### Source material

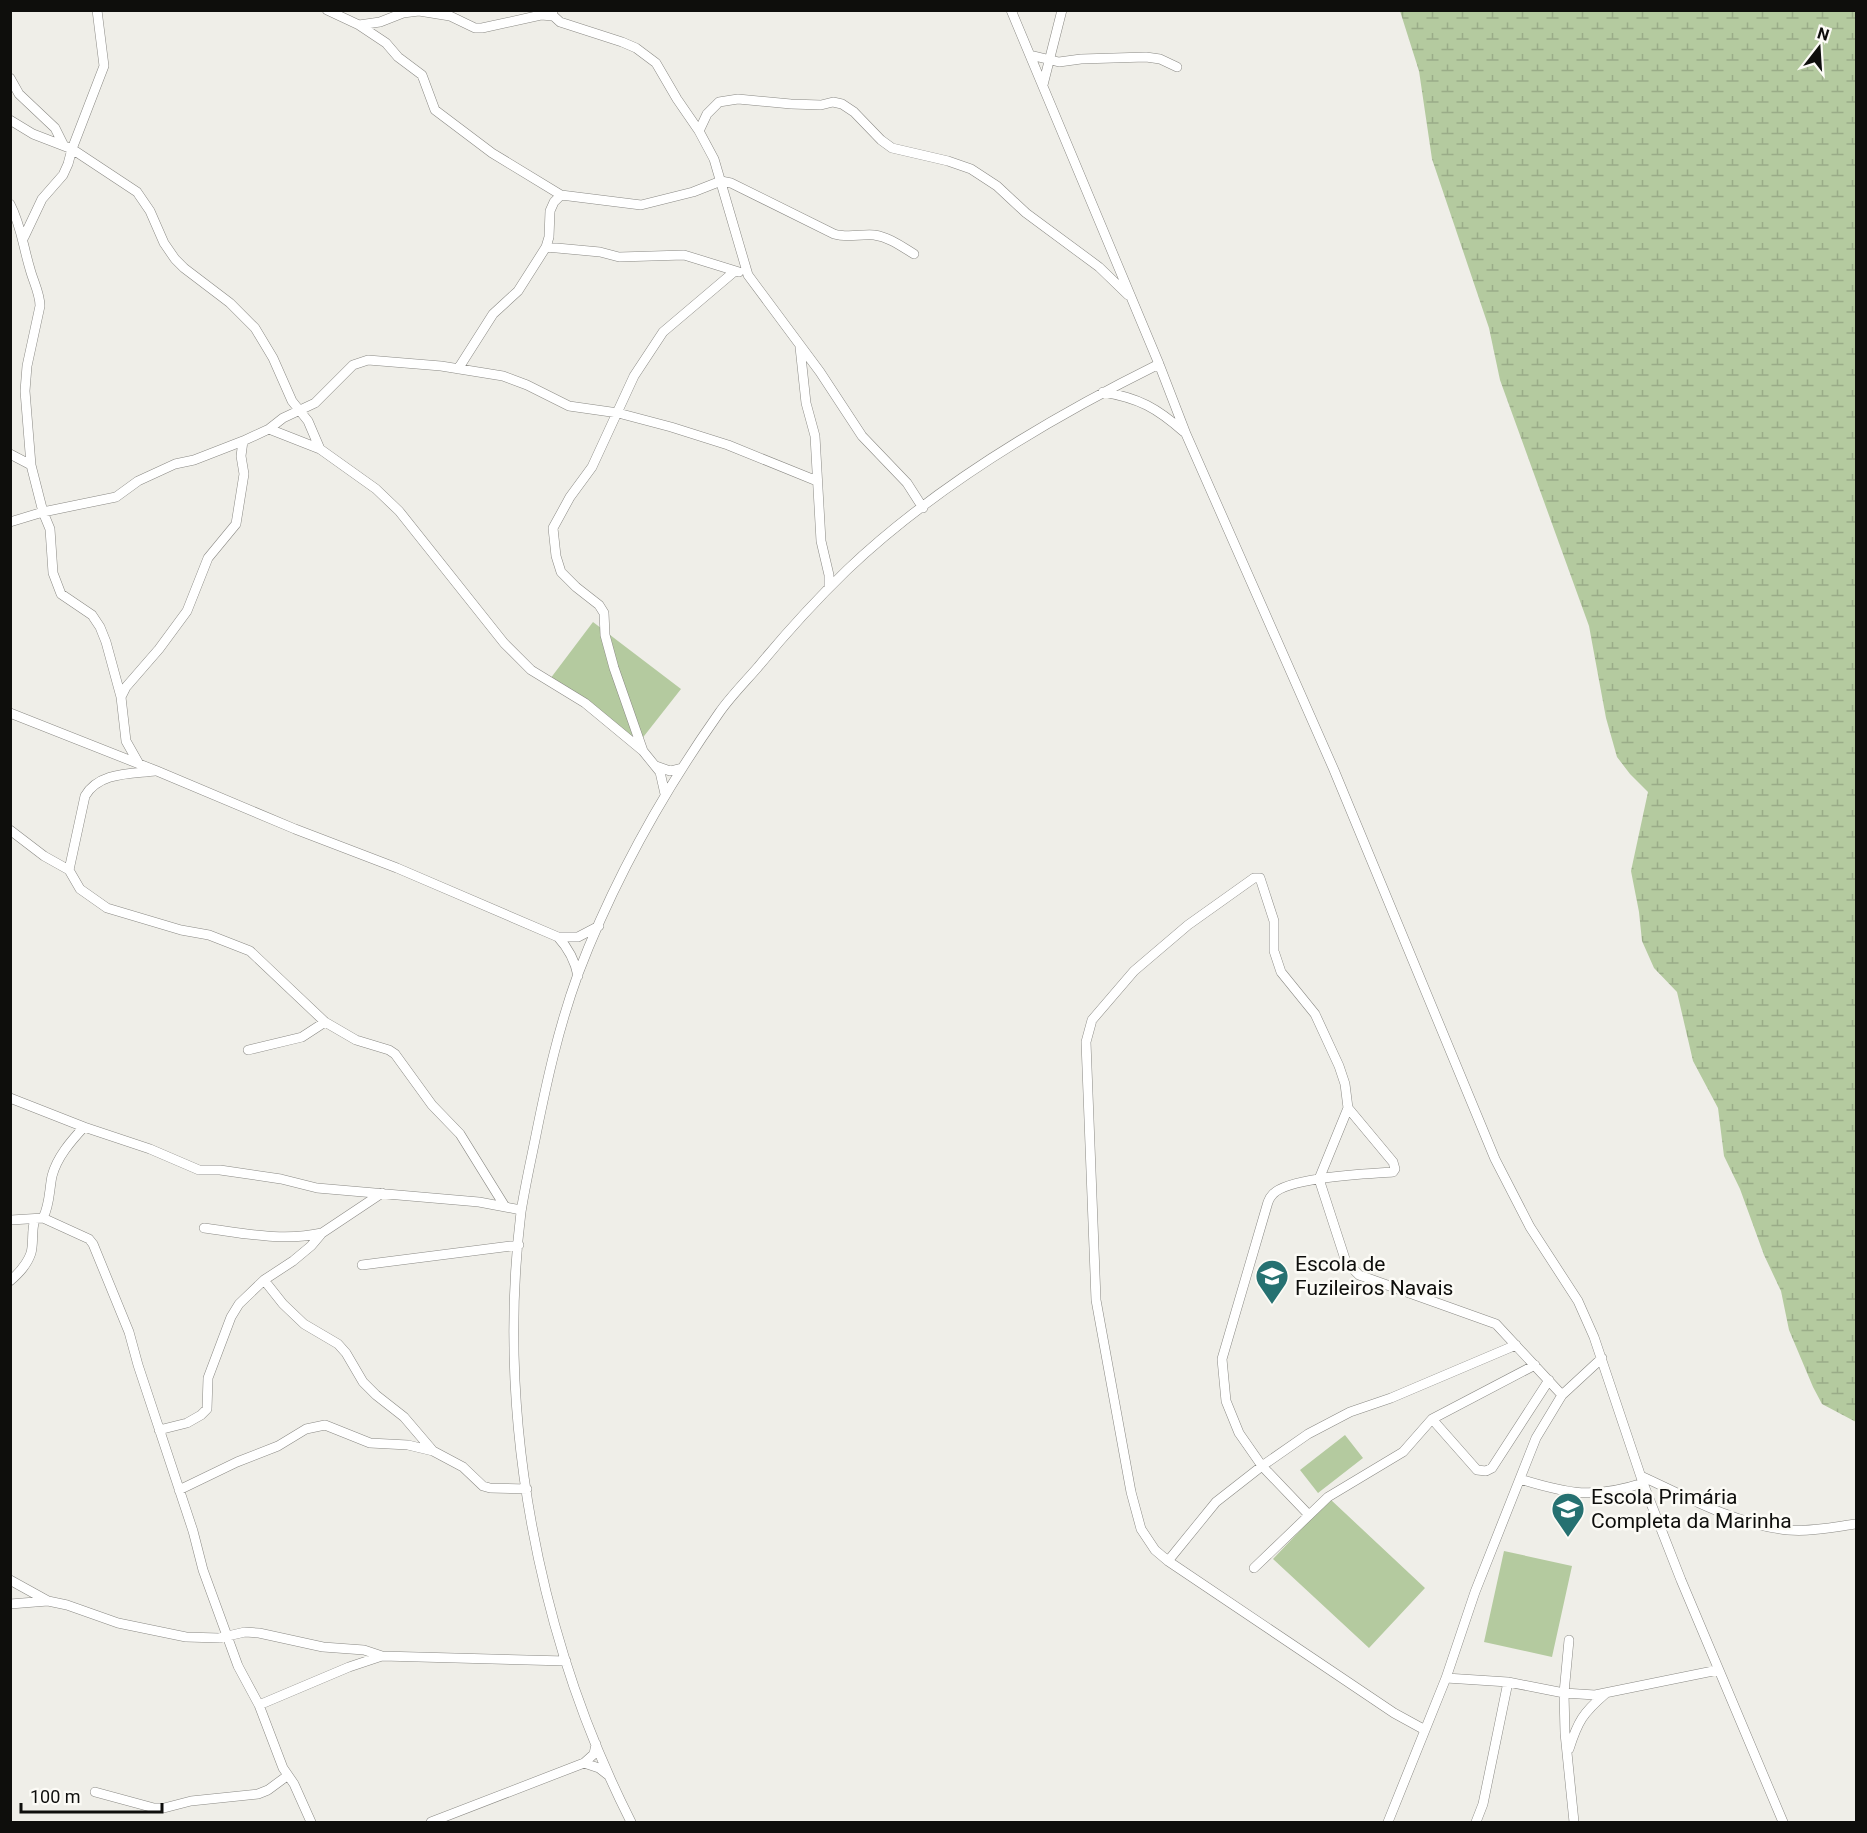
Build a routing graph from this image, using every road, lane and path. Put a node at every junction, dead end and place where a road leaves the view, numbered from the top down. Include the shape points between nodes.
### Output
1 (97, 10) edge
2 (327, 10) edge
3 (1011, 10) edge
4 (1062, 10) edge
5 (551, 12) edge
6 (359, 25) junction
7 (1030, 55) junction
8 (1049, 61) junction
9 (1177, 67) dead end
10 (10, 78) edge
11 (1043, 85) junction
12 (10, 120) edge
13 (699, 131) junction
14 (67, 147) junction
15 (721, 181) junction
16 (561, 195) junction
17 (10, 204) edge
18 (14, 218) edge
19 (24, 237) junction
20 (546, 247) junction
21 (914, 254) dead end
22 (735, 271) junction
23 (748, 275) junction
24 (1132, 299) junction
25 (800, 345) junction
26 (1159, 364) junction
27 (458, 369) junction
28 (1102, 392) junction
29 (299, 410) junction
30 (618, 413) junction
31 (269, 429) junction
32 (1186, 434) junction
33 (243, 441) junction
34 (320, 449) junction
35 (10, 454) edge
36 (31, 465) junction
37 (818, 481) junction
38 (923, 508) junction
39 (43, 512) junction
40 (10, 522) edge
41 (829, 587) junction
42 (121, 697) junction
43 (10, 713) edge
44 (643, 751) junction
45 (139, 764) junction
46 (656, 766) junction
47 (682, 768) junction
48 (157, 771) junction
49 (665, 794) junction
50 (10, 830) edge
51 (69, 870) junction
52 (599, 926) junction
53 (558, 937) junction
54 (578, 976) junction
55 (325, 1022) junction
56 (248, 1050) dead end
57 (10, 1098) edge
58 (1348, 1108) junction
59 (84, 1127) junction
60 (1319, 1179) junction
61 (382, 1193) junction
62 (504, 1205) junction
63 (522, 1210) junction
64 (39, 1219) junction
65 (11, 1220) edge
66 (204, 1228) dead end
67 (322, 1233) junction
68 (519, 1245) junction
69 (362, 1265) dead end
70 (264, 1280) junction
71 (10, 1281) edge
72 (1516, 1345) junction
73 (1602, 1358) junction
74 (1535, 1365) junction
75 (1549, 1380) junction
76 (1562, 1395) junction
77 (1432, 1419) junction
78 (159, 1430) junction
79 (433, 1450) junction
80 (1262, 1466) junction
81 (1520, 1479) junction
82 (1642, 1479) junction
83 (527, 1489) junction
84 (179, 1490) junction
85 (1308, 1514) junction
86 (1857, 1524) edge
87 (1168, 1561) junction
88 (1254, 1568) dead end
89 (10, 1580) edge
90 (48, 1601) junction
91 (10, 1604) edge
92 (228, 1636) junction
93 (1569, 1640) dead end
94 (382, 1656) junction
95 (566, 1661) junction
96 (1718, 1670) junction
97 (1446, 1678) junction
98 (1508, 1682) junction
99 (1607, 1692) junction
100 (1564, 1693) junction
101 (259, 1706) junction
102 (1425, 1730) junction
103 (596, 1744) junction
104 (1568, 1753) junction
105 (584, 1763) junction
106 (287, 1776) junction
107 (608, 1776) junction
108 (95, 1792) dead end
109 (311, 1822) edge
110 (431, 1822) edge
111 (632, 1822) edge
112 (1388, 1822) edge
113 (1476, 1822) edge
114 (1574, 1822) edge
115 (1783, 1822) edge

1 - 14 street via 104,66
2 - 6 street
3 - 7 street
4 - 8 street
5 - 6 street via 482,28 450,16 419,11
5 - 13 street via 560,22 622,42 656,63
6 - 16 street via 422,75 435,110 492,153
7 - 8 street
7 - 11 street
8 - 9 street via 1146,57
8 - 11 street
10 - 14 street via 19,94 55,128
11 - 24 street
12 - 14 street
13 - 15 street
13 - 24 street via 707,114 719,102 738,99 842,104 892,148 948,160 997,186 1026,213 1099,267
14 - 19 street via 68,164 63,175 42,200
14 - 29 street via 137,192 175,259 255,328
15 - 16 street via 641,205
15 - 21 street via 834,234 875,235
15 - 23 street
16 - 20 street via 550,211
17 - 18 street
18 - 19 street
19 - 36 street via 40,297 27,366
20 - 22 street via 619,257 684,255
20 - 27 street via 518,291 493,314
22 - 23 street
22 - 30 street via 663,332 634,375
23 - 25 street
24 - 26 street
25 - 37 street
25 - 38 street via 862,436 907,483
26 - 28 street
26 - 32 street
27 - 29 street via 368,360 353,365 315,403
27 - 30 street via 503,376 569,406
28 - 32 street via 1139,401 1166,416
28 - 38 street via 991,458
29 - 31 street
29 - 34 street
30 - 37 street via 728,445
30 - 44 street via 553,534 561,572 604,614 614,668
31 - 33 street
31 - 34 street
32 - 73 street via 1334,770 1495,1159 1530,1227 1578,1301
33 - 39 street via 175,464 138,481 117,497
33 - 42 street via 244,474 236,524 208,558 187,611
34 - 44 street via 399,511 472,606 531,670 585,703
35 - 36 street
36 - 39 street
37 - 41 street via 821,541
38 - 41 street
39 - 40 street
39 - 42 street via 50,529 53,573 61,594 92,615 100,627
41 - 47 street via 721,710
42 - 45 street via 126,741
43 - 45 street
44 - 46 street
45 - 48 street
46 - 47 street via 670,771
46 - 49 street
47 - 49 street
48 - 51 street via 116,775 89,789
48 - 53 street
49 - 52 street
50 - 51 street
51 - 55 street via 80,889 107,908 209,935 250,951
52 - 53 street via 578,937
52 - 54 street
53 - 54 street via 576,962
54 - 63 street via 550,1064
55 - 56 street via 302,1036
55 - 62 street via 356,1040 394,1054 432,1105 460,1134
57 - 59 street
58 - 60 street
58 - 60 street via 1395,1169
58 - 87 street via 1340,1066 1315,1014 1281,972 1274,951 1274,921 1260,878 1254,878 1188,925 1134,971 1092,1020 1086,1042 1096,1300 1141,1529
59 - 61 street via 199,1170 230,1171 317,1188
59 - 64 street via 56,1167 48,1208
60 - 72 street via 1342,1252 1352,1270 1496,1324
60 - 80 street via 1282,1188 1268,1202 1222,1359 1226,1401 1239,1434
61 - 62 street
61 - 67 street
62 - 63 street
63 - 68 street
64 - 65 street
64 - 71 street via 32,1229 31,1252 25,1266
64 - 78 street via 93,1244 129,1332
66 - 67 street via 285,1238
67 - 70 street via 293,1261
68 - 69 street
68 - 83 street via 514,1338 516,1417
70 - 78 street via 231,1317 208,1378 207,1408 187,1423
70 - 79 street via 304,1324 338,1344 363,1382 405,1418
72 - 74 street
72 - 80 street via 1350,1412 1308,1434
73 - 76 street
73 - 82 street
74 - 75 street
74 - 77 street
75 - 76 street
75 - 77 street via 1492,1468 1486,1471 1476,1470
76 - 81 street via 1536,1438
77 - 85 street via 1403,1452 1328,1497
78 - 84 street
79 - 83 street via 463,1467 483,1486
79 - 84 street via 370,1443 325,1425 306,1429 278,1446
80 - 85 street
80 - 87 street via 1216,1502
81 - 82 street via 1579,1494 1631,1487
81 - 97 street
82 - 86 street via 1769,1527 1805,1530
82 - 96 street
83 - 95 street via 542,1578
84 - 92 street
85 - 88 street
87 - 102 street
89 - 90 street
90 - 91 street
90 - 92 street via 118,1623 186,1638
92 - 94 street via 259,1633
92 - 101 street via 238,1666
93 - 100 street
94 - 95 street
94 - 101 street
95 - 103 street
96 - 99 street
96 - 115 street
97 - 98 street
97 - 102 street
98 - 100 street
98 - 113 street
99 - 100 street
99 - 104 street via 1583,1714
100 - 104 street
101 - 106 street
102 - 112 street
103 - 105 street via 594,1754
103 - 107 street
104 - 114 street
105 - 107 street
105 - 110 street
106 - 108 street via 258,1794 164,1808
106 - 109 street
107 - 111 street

######

The task: Look over the data above and show each line that contains "dead".

Result of the task:
Build a routing graph from this image, using every road, lane and path. Put a node at every junction, dead end and place where a road leaves the view, numbered from the top down. Include the shape points between nodes.
9 (1177, 67) dead end
21 (914, 254) dead end
56 (248, 1050) dead end
66 (204, 1228) dead end
69 (362, 1265) dead end
88 (1254, 1568) dead end
93 (1569, 1640) dead end
108 (95, 1792) dead end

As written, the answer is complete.